John Blanchette: Well-traveled Jim Fitzgerald takes over Sasquatch during hairy times
It is simply not the case that Jim Fitzgerald has either attended or worked for every college and sports franchise between here and Seattle.
He missed Whitworth and Washington State, for instance, and never drew pay from the Seahawks or the Shock.
But he has gear from nearly every place else.
“The old it-takes-a-village saying?” he said. “It took a lot of villages to get me to this point.”
This point being yet another wardrobe makeover. Come July, Fitzgerald takes over as the new athletic director at the Community Colleges of Spokane. So it’s in with Sasquatch polos, while the threads from his most recent employer, Eastern Washington University, go into mothballs with the stuff he picked up at Gonzaga, U-Dub, the Spokane Indians and Chiefs and the Seattle Mariners.
Yes, the man gets around. All with the idea of more or less staying put.
And now he has his own store, so to speak – even if it’s not open at the moment in a time of staggering challenges.
“A great mentor of mine told me, ‘Your honeymoon might last about two hours because of COVID,’ ” Fitzgerald acknowledged. “There’s so much uncertainty, and every school is going through budget upheaval. Chancellor (Christine) Johnson said, ‘You’re going to have to make some tough decisions and right away.’ And I’m ready for that.
“But for all that, we’ve got one job: taking care of the kids.”
Which they’ve been doing pretty well at for 56 years. Over that time, Spokane has won 155 Northwest Athletic Conference championships and turned out the odd Super Bowl champion and Olympic gold medalist. But as much to the point, the unrecruited teenage midfielder and the 24-year-old pole vaulting waitress who came back to school got their A.A.s, the embrace of a team and one last thrill of competition.
The new AD couldn’t be more mindful of that. He’s already spent eight years at EWU in charge of the athletic department’s mission for “student success” – a catch-all that encompasses academic advising and life skills development.
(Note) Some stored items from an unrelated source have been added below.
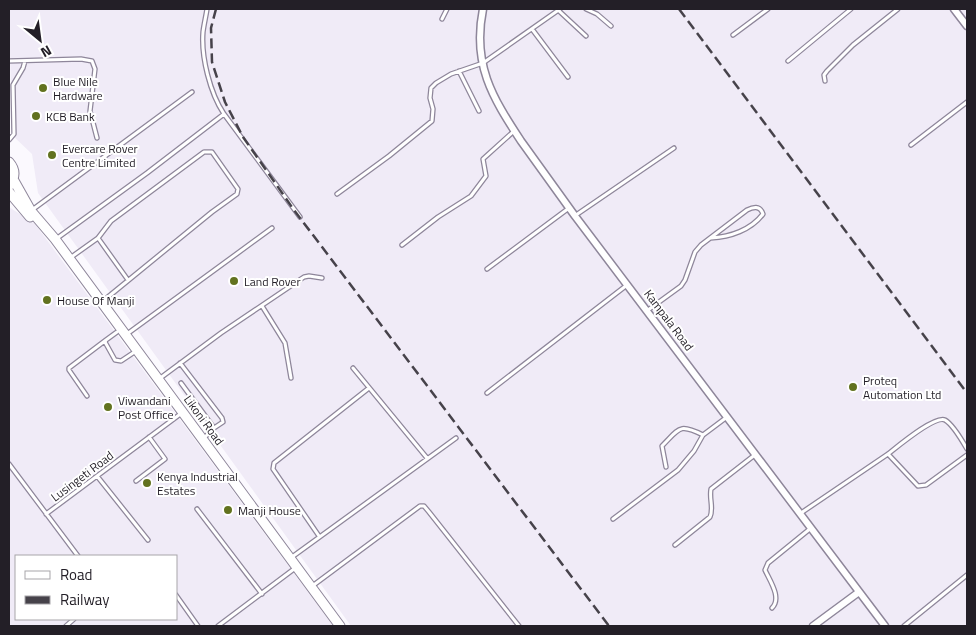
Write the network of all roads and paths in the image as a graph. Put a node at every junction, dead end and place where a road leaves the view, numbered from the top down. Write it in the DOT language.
graph roads {
  1 [pos="208,9"];
  2 [pos="447,9"];
  3 [pos="483,9"];
  4 [pos="559,9"];
  5 [pos="586,9"];
  6 [pos="768,9"];
  7 [pos="851,9"];
  8 [pos="898,9"];
  9 [pos="954,9"];
  10 [pos="442,19"];
  11 [pos="967,24"];
  12 [pos="611,26"];
  13 [pos="532,29"];
  14 [pos="733,35"];
  15 [pos="586,36"];
  16 [pos="25,61"];
  17 [pos="788,61"];
  18 [pos="9,62"];
  19 [pos="483,62"];
  20 [pos="459,71"];
  21 [pos="568,77"];
  22 [pos="825,80"];
  23 [pos="192,92"];
  24 [pos="967,102"];
  25 [pos="479,111"];
  26 [pos="224,114"];
  27 [pos="514,130"];
  28 [pos="97,138"];
  29 [pos="9,140"];
  30 [pos="911,144"];
  31 [pos="674,148"];
  32 [pos="9,162"];
  33 [pos="11,183"];
  34 [pos="9,192"];
  35 [pos="336,194"];
  36 [pos="570,208"];
  37 [pos="31,211"];
  38 [pos="575,216"];
  39 [pos="300,217"];
  40 [pos="272,228"];
  41 [pos="98,238"];
  42 [pos="711,238"];
  43 [pos="55,239"];
  44 [pos="402,245"];
  45 [pos="69,258"];
  46 [pos="487,269"];
  47 [pos="322,278"];
  48 [pos="128,280"];
  49 [pos="628,285"];
  50 [pos="102,302"];
  51 [pos="262,306"];
  52 [pos="648,310"];
  53 [pos="122,333"];
  54 [pos="106,340"];
  55 [pos="133,353"];
  56 [pos="180,363"];
  57 [pos="353,368"];
  58 [pos="291,378"];
  59 [pos="158,379"];
  60 [pos="181,383"];
  61 [pos="369,388"];
  62 [pos="487,393"];
  63 [pos="87,396"];
  64 [pos="179,415"];
  65 [pos="728,417"];
  66 [pos="214,428"];
  67 [pos="703,435"];
  68 [pos="149,437"];
  69 [pos="456,438"];
  70 [pos="202,440"];
  71 [pos="967,449"];
  72 [pos="756,454"];
  73 [pos="888,454"];
  74 [pos="967,455"];
  75 [pos="427,458"];
  76 [pos="9,464"];
  77 [pos="666,467"];
  78 [pos="97,476"];
  79 [pos="136,481"];
  80 [pos="197,509"];
  81 [pos="46,514"];
  82 [pos="801,514"];
  83 [pos="613,520"];
  84 [pos="811,528"];
  85 [pos="319,536"];
  86 [pos="148,540"];
  87 [pos="675,545"];
  88 [pos="77,555"];
  89 [pos="289,558"];
  90 [pos="294,569"];
  91 [pos="967,575"];
  92 [pos="311,587"];
  93 [pos="859,592"];
  94 [pos="262,594"];
  95 [pos="178,598"];
  96 [pos="772,608"];
  97 [pos="198,626"];
  98 [pos="218,626"];
  99 [pos="335,626"];
  100 [pos="340,626"];
  101 [pos="519,626"];
  102 [pos="813,626"];
  103 [pos="885,626"];
  104 [pos="904,626"];
  1 -- 26 [label="lane"];
  2 -- 10 [label="lane"];
  3 -- 19 [label="street, Kampala Road"];
  4 -- 13 [label="lane"];
  4 -- 15 [label="lane"];
  5 -- 12 [label="lane"];
  6 -- 14 [label="lane"];
  7 -- 17 [label="lane"];
  8 -- 22 [label="lane"];
  9 -- 11 [label="street"];
  13 -- 19 [label="lane"];
  13 -- 21 [label="lane"];
  16 -- 18 [label="lane"];
  16 -- 28 [label="lane"];
  16 -- 29 [label="lane"];
  19 -- 20 [label="lane"];
  19 -- 27 [label="street, Kampala Road"];
  20 -- 25 [label="lane"];
  20 -- 35 [label="lane"];
  23 -- 37 [label="lane"];
  24 -- 30 [label="lane"];
  26 -- 39 [label="lane"];
  26 -- 43 [label="lane"];
  27 -- 36 [label="street, Kampala Road"];
  27 -- 44 [label="lane"];
  31 -- 38 [label="lane"];
  32 -- 33 [label="street, Likoni Road"];
  33 -- 37 [label="street, Likoni Road"];
  34 -- 53 [label="street, Likoni Road"];
  36 -- 38 [label="street, Kampala Road"];
  36 -- 46 [label="lane"];
  37 -- 43 [label="street, Likoni Road"];
  38 -- 49 [label="street, Kampala Road"];
  40 -- 53 [label="lane"];
  41 -- 45 [label="lane"];
  41 -- 48 [label="lane"];
  41 -- 48 [label="lane"];
  42 -- 42 [label="lane"];
  42 -- 52 [label="lane"];
  43 -- 45 [label="street, Likoni Road"];
  45 -- 50 [label="street, Likoni Road"];
  47 -- 51 [label="lane"];
  48 -- 50 [label="lane"];
  49 -- 52 [label="street, Kampala Road"];
  49 -- 62 [label="lane"];
  50 -- 53 [label="street, Likoni Road"];
  51 -- 56 [label="lane"];
  51 -- 58 [label="lane"];
  52 -- 65 [label="street, Kampala Road"];
  53 -- 54 [label="lane"];
  53 -- 55 [label="street, Likoni Road"];
  53 -- 59 [label="street, Likoni Road"];
  54 -- 55 [label="lane"];
  54 -- 63 [label="lane"];
  55 -- 64 [label="street, Likoni Road"];
  56 -- 59 [label="lane"];
  56 -- 66 [label="lane"];
  57 -- 61 [label="lane"];
  59 -- 70 [label="street, Likoni Road"];
  60 -- 66 [label="lane"];
  61 -- 75 [label="lane"];
  61 -- 85 [label="lane"];
  64 -- 68 [label="lane, Lusingeti Road"];
  64 -- 90 [label="street, Likoni Road"];
  65 -- 67 [label="lane"];
  65 -- 72 [label="street, Kampala Road"];
  66 -- 70 [label="lane"];
  67 -- 77 [label="lane"];
  67 -- 83 [label="lane"];
  68 -- 78 [label="lane, Lusingeti Road"];
  68 -- 79 [label="lane"];
  69 -- 75 [label="lane"];
  70 -- 89 [label="street, Likoni Road"];
  71 -- 73 [label="lane"];
  72 -- 82 [label="street, Kampala Road"];
  72 -- 87 [label="lane"];
  73 -- 74 [label="lane"];
  73 -- 82 [label="lane"];
  75 -- 85 [label="lane"];
  76 -- 81 [label="lane, Lusingeti Road"];
  78 -- 81 [label="lane, Lusingeti Road"];
  78 -- 86 [label="lane"];
  80 -- 94 [label="lane"];
  81 -- 88 [label="lane"];
  82 -- 84 [label="street, Kampala Road"];
  84 -- 93 [label="street, Kampala Road"];
  84 -- 96 [label="lane"];
  85 -- 89 [label="lane"];
  89 -- 92 [label="street, Likoni Road"];
  90 -- 94 [label="lane"];
  90 -- 99 [label="street, Likoni Road"];
  91 -- 104 [label="lane"];
  92 -- 100 [label="street, Likoni Road"];
  92 -- 101 [label="lane"];
  93 -- 102 [label="street"];
  93 -- 103 [label="street, Kampala Road"];
  94 -- 98 [label="lane"];
  95 -- 97 [label="lane"];
}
And, of course, there was his own college athletic experience 30 years ago as a baseball player at Gonzaga, where his uncle Dan was famously a force as basketball coach and athletic director.
Jim Fitzgerald turned his skills into a degree and went looking for a job.
“Bobby Brett took me to lunch at Chapter Eleven,” Fitzgerald remembered. “I wanted to work for the Indians and he said, ‘If you want to get into the business, you have to learn it from the ground up.”
And he was handed a rake and a line chalker.
In time, he worked his way up from groundskeeper to director of operations, until a former GU teammate, Rich Miailovich, gave him a heads up that the Mariners needed bodies to sell tickets after the breakthrough of 1995. He would stay for 13 years and, as with the Indians, wear any number of hats – account executive, marketing, regional scout. He even pinch hit as traveling secretary for a few weeks, during which his second-biggest claim to fame was giving the go signal for the team bus to head to the airport for a trip to Anaheim – with manager Lou Piniella still in the shower.
His biggest claim to fame? He beat the rap in the M’s kangaroo court while Lou got fined $10 for being late.
But the sweet spot of his stay was working under Hall of Fame general manager Pat Gillick.
“Pat was awesome to work for,” Fitzgerald said. “I was just an operations assistant, but I felt like I had a voice and some ownership. He’d ask for your opinion on a free agent or a Triple-A call-up, and he rarely gave his because he didn’t want to tilt it.”
Not that Gillick wouldn’t hedge with his bosses.
“We’re in spring training in 2001 and sat with the ownership group,” Fitzgerald recalled, “and Pat told them this might be a .500 team. We had Ichiro in his first year and didn’t really know what to expect. Aaron Sele had failed a physical in Baltimore. We’d lost three Hall of Famers and didn’t know where we’d get enough offense.
“So we’re (20-5) after a month and (minority owner) Chris Larson comes into the GM’s suite and says, ‘Why are we paying guys? You thought we’d be .500.’ ”
But Fitzgerald knew that moving up in pro ball would require moving away – to an assistant GM’s job in another organization. Returning to Spokane, in the end, held a greater appeal for him and his wife, Wendy.
Now he’s armed for a new gig with lots of lessons and maxims from his many bosses – and, no doubt, some from his uncle, too.
“I like to think I have a few of his characteristics – great energy, I want people to do well, I want to be thankful and humble and be as prepared as he was,” Fitzgerald said.
Even during a time for which no one could have prepared.